Story highlights
Cape Town students demand Cecil Rhodes' statue come down
They use the hashtag #RhodesMustFall
School takes it down
A South African university is celebrating the removal of a British colonialist’s statue after weeks of protests.
University of Cape Town students took to social media to demand Cecil Rhodes’ statue come down, saying his legacy is tainted with racism.
Using the hashtag #RhodesMustFall, students expressed their views in a campaign that started last month.
Four weeks later, the hashtag is now #RhodesHas Fallen. The university said Wednesday the heritage authority granted it permission to remove the statue from the campus.
“These steps are being taken to ensure the safety of the statue while matters concerning its future are resolved,” the university said in a statement.
Decades later
Rhodes’ statue was first unveiled in 1934 at the university, which also has a scholarship and memorial in his name.
#RhodesMustFall gained attention after activists threw excrement on the statue in March.
“He represents the former colonial representation of this country – supremacy, racism, misogyny,” says Ramabina Mahapa, president of the students’ Representative Council, which led the fight to remove the statue.
“Students are saying these aren’t the ideals that we want to have here,” Mahapa says. “The statue represents what is wrong with society.”
Group: Stop erasing history
But in Pretoria, another group of protesters disagreed.
“This isn’t confronting history, this is erasing it,” says Steve Hofmeyr, a singer who participated in a campaign Thursday that involved activists chaining themselves to the Paul Kruger statue in response to #RhodesHasFallen.
Days earlier, Kruger’s statue was pelted with green paint. The Afrikaner is known for his opposition to the British.
Afrikaner groups also chained themselves to the statue of Dutch colonizer Jan van Riebeeck in Cape Town.

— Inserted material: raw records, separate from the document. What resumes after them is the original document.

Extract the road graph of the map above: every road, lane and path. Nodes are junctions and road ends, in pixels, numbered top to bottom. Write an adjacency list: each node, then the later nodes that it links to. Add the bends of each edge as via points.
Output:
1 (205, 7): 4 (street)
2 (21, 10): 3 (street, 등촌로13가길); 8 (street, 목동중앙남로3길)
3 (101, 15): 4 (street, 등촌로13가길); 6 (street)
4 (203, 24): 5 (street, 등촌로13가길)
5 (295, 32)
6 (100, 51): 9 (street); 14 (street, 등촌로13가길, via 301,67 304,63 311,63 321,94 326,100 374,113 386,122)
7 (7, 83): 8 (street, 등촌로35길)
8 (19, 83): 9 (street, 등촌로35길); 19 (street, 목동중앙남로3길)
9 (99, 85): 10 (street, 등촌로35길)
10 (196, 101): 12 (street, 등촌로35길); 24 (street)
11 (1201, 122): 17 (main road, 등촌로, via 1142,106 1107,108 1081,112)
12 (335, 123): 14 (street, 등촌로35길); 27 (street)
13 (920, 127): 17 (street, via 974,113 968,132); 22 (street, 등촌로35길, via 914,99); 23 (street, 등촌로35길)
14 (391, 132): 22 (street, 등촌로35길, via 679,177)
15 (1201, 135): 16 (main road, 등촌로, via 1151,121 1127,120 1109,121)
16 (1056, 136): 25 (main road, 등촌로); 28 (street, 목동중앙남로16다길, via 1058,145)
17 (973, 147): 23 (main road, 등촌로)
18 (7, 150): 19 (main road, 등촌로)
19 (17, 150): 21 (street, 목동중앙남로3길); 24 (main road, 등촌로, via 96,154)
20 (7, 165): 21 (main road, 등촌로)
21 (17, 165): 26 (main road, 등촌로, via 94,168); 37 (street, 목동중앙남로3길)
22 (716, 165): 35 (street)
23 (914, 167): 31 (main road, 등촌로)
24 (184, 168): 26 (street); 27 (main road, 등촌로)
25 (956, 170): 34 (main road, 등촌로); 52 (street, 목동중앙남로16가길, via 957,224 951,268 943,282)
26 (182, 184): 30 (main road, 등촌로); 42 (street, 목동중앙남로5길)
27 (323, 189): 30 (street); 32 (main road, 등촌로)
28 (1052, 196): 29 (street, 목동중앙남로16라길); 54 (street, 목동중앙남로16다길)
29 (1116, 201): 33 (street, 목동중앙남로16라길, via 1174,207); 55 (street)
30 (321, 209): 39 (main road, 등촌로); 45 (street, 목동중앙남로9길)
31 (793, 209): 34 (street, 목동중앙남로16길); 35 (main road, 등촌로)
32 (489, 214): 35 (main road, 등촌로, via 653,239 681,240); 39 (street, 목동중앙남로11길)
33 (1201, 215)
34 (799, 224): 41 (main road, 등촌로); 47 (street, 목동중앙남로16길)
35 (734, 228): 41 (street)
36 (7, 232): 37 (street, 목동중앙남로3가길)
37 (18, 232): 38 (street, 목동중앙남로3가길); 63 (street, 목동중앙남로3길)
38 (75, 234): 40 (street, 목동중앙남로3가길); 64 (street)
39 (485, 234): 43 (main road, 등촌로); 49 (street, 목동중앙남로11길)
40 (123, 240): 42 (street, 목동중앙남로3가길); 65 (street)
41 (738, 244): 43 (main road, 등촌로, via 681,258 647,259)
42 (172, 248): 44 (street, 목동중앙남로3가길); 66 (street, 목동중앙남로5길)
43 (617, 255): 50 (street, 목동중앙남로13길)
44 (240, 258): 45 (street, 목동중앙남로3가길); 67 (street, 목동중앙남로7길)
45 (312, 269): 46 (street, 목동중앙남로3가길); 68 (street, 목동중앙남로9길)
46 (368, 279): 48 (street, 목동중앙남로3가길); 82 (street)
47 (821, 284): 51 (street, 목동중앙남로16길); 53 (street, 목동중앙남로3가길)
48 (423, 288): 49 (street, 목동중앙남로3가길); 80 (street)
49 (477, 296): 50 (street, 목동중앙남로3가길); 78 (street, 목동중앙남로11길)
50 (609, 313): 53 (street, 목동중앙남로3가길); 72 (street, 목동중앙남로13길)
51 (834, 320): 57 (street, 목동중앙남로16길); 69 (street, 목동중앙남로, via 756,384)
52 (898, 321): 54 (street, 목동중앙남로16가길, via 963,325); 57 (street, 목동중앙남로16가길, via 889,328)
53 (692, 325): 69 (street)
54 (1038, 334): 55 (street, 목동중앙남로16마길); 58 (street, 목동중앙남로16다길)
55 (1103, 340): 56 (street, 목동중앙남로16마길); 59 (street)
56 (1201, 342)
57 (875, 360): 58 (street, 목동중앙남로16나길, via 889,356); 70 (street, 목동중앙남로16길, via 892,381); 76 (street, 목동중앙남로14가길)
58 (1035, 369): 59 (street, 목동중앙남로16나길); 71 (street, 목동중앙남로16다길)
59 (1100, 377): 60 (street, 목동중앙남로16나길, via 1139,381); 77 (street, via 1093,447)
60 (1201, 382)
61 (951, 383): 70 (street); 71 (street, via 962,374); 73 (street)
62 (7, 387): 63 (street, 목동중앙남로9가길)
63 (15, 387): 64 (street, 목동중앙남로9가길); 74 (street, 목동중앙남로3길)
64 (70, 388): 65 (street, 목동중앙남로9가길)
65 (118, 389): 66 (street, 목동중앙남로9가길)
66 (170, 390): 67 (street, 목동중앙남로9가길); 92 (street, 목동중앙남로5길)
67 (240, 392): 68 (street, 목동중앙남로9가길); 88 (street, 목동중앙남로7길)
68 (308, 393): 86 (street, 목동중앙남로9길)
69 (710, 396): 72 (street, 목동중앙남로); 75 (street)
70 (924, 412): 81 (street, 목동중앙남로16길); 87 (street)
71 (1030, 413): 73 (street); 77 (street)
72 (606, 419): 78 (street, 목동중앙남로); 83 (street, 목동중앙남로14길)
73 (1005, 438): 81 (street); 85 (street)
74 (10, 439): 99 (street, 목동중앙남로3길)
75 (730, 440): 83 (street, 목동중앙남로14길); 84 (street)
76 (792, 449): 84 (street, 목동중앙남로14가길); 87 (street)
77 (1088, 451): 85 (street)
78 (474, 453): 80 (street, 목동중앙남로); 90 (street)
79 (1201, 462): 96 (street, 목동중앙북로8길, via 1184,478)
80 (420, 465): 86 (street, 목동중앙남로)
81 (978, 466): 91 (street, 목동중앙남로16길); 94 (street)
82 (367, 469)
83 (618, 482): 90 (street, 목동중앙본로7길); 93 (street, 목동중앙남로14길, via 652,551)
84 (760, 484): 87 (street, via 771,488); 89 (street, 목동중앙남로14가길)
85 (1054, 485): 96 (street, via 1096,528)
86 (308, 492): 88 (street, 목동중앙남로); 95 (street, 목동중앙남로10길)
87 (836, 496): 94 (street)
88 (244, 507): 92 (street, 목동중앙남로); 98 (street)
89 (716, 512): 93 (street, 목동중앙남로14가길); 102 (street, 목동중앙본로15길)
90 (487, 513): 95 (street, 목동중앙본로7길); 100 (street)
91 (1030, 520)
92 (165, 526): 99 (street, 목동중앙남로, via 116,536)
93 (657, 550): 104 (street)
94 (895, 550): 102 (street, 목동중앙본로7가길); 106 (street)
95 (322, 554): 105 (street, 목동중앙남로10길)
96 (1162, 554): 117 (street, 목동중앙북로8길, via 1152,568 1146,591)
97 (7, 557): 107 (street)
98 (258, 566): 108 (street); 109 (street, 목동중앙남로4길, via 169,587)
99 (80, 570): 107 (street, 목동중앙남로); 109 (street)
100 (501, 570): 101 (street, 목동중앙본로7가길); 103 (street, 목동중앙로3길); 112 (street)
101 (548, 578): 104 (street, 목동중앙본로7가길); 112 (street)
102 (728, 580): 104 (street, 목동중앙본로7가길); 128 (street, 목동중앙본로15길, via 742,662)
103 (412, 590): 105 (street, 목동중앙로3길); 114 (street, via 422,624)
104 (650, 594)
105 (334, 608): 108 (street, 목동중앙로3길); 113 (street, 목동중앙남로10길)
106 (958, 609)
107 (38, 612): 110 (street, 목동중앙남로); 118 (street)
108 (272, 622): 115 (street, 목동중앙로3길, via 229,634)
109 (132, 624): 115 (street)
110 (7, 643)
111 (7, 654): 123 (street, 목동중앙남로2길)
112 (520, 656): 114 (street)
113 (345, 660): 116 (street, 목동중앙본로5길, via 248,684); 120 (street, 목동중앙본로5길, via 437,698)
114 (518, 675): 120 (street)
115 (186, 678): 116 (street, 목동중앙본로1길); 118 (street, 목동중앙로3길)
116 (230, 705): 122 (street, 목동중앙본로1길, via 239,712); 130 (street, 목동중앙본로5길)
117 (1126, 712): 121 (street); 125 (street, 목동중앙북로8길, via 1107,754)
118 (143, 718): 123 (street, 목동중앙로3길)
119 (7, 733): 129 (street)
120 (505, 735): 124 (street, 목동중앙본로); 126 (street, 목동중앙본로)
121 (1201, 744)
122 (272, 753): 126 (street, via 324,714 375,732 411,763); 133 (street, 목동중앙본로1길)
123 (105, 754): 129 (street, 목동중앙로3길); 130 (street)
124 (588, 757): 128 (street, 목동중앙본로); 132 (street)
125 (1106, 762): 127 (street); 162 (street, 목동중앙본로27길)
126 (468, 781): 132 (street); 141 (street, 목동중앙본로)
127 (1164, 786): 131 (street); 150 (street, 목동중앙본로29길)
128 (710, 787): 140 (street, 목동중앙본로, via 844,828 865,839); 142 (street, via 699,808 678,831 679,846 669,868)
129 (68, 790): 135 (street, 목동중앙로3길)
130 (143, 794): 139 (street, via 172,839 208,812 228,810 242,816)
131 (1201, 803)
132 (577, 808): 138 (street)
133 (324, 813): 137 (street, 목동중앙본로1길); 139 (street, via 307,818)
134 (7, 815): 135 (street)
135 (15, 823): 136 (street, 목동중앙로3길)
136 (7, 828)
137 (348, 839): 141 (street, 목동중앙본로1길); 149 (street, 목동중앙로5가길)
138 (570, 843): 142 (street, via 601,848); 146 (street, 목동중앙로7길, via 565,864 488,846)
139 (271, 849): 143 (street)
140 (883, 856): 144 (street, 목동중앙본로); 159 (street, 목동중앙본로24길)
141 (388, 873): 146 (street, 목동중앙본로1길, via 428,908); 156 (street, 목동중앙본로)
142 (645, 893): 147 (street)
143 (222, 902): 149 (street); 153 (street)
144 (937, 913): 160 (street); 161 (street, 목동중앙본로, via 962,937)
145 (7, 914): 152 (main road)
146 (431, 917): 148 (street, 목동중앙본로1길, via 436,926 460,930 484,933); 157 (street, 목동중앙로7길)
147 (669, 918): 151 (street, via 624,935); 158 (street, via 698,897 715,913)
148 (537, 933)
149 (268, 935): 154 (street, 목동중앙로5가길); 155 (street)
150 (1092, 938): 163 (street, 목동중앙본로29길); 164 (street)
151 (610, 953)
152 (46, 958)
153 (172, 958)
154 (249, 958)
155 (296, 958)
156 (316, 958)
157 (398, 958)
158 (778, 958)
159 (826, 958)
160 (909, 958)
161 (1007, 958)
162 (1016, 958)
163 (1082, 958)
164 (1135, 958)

“I don’t want fewer monuments,” Hofmeyr says. “I want more monuments erected. But don’t defile the ones that exist – we are the sum total of all the history, not just the fun parts.”
Mahapa said removing a statue shouldn’t be equated with removing history.
“People down the years will be looking at the statue and at his history and what he did,” Mahapa says. “We need to be moving toward becoming an Afrocentric university where African thought can be appreciated.”
Hofmeyr said the statue is a race issue.
“There are huge gaping differences between people in South Africa and that is why you need dialogue, which you can’t have without its monuments and statues,” he says.
Students marked the removal of Rhodes’ statue with a celebratory march. They held signs that said “we’re not done yet.”
With the statue removed, some asked what’s next for the movement.